Despite his late start in the ceramics trade, Chang Chi-tao was a quick and intuitive learner who rose to prominence in his own right. He was among the 100 individuals recognized for their artistic merits during the R.O.C. centennial celebrations in 2011, and the recipient of the National Crafts Achievement Awards in 2015.
Chang came to Taiwan in 1949 with other Chinese students in exile, and went on to serve in the military for two decades. He then worked for appliance companies but failed to enjoy the job. It was not until Chang managed a porcelain business did he find his passion in pottery.
He was mentored by the late artist Lin Pao-chia (林葆家), who bestowed all his skills to Chang. He was then invited to teach at university level after his talent attracted the attention of prominent Taiwanese painter-sculptor Yen Shui-long (顏水龍) at an exhibition.
Master of cowpea red glaze
Chang takes inspiration from traditional Chinese ceramics, such as round-shaped urns and square-shaped bottles. He blends such traditional Chinese elements into his artworks, creating ceramics that are both artistic and practical for everyday use.
Another significant element of Chang's works is his masterful execution of "cowpea red glaze (美人醉),” literally "drunken beauty,” which is a colored glaze mix of different red and green tones. His skills set in making jun ware (鈞窯), a type of Chinese celadon that is variegated with various vivid hues, is also outstanding.
The deft combination of traditional and contemporary elements of his works is highly unique. Photos of Chang's celebrated works such as "Striving (力爭上游),” "Red and Green Jadeite (紅翡綠翠),” and "Shepherd (牧)” are used as imagery on government posters, postcards, and calendars released worldwide.

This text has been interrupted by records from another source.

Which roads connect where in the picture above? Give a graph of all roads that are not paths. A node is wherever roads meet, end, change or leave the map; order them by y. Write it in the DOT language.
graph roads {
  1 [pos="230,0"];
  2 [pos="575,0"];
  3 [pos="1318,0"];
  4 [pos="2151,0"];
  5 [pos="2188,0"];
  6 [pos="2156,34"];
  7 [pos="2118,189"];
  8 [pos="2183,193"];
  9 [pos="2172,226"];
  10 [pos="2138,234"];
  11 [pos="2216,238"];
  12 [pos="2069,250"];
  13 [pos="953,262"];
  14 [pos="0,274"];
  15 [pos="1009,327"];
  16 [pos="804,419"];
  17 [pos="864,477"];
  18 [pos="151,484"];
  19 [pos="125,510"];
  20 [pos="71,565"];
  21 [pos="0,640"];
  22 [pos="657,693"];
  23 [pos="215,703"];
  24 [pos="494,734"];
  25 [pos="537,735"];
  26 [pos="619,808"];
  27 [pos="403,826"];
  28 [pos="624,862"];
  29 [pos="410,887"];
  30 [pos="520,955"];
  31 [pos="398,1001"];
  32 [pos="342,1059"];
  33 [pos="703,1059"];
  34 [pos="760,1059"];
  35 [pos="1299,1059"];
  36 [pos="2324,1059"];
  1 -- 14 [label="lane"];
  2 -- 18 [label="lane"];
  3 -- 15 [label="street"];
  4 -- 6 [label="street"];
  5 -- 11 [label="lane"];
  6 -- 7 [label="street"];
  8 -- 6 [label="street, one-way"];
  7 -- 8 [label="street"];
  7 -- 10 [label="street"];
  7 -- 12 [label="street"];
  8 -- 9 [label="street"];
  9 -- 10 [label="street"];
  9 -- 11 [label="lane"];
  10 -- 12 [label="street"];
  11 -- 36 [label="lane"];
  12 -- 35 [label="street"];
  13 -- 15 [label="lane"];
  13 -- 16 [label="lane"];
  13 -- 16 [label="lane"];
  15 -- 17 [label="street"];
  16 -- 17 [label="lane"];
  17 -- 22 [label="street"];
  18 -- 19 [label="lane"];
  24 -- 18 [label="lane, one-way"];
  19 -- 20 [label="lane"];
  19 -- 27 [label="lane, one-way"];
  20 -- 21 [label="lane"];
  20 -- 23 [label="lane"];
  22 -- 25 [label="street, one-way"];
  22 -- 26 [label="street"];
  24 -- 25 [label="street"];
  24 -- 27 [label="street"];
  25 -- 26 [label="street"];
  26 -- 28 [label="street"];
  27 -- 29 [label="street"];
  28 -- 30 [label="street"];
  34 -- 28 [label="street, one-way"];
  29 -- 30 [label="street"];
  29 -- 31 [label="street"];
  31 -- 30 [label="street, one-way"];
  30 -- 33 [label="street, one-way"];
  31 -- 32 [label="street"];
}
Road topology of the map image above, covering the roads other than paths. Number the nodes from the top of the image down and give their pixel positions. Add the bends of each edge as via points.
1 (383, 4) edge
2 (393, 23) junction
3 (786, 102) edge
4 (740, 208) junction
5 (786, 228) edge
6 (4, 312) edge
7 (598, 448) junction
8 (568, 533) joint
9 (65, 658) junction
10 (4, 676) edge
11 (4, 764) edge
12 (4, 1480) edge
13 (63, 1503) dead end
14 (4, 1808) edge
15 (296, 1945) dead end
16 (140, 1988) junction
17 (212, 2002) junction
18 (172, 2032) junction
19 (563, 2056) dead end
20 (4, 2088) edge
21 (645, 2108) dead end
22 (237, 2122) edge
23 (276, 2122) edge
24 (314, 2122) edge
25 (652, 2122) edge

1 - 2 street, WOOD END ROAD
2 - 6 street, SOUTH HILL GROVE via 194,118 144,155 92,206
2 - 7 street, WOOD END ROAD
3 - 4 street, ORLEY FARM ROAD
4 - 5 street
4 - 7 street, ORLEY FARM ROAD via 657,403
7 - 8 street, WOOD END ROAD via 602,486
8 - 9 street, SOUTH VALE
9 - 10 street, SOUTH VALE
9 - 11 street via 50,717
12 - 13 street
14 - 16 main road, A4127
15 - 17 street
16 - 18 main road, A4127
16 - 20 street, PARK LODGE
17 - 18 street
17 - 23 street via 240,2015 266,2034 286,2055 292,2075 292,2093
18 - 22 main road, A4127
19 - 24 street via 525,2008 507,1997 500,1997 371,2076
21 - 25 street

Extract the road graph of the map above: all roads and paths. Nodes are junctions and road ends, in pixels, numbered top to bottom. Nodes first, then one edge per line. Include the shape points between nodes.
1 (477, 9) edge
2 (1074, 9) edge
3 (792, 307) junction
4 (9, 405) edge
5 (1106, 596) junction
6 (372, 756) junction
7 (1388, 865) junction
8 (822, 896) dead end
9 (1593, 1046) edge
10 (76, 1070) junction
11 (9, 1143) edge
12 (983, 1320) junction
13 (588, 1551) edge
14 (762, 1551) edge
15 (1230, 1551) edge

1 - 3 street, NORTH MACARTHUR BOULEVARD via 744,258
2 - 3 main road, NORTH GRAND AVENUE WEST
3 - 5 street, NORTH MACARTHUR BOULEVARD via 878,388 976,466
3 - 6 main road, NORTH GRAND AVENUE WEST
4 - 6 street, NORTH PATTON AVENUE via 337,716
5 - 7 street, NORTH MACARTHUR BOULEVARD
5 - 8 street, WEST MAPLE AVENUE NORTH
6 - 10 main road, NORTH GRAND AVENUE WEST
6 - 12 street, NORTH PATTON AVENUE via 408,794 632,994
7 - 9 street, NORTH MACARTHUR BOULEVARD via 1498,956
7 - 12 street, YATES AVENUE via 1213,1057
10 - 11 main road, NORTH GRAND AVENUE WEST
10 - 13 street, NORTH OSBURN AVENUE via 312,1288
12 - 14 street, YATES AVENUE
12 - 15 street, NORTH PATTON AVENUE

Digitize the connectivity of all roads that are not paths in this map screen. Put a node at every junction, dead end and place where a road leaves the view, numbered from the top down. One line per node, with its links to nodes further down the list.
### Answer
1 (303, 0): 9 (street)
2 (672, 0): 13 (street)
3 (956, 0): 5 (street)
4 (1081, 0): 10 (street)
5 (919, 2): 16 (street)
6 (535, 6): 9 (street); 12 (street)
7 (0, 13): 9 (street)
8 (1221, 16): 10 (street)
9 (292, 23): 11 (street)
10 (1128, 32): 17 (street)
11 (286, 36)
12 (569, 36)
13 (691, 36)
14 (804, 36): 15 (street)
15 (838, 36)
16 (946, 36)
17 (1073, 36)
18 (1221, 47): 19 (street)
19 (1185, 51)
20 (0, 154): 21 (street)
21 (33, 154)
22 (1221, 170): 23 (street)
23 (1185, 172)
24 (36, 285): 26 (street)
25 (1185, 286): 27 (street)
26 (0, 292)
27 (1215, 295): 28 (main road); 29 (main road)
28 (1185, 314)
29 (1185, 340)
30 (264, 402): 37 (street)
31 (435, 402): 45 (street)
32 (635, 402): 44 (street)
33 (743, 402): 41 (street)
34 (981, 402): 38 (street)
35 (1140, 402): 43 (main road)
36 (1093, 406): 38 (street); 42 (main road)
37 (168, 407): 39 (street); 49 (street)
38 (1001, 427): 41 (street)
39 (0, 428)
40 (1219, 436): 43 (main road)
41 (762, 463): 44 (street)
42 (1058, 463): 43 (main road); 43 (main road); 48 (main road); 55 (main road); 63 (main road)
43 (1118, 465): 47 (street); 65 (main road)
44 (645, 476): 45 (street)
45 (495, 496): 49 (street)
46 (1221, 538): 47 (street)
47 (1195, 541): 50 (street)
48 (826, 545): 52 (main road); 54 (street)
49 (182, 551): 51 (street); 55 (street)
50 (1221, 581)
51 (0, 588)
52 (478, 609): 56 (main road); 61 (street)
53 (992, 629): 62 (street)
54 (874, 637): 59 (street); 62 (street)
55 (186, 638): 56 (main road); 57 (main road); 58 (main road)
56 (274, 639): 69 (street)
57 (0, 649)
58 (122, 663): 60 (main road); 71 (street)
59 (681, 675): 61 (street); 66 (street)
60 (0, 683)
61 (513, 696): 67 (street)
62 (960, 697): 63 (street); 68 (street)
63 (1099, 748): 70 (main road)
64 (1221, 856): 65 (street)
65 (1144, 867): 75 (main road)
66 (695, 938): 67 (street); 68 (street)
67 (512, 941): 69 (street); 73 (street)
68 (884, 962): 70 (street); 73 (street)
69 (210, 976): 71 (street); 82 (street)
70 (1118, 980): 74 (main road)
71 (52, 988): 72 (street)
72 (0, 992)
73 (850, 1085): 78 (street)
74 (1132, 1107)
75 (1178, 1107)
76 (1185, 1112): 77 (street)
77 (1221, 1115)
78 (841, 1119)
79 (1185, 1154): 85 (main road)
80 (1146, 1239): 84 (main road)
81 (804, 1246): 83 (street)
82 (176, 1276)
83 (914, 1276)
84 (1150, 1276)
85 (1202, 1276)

In 2007, Chang opened his own studio in Hsinchu County. He also offered lessons at the local elementary school and helped to promote awareness of the crafts industry. He then turned his personal home in New Taipei City into a private museum called "Chi-tao House (繼陶居)” in 2015, hoping to introduce and promote ceramic art to more people.
Though he is in his 80s now, Chang still continues to create works with different glaze experiments, noting that "there are not many days left [for me]. However, I am still working hard to leave a legacy behind.”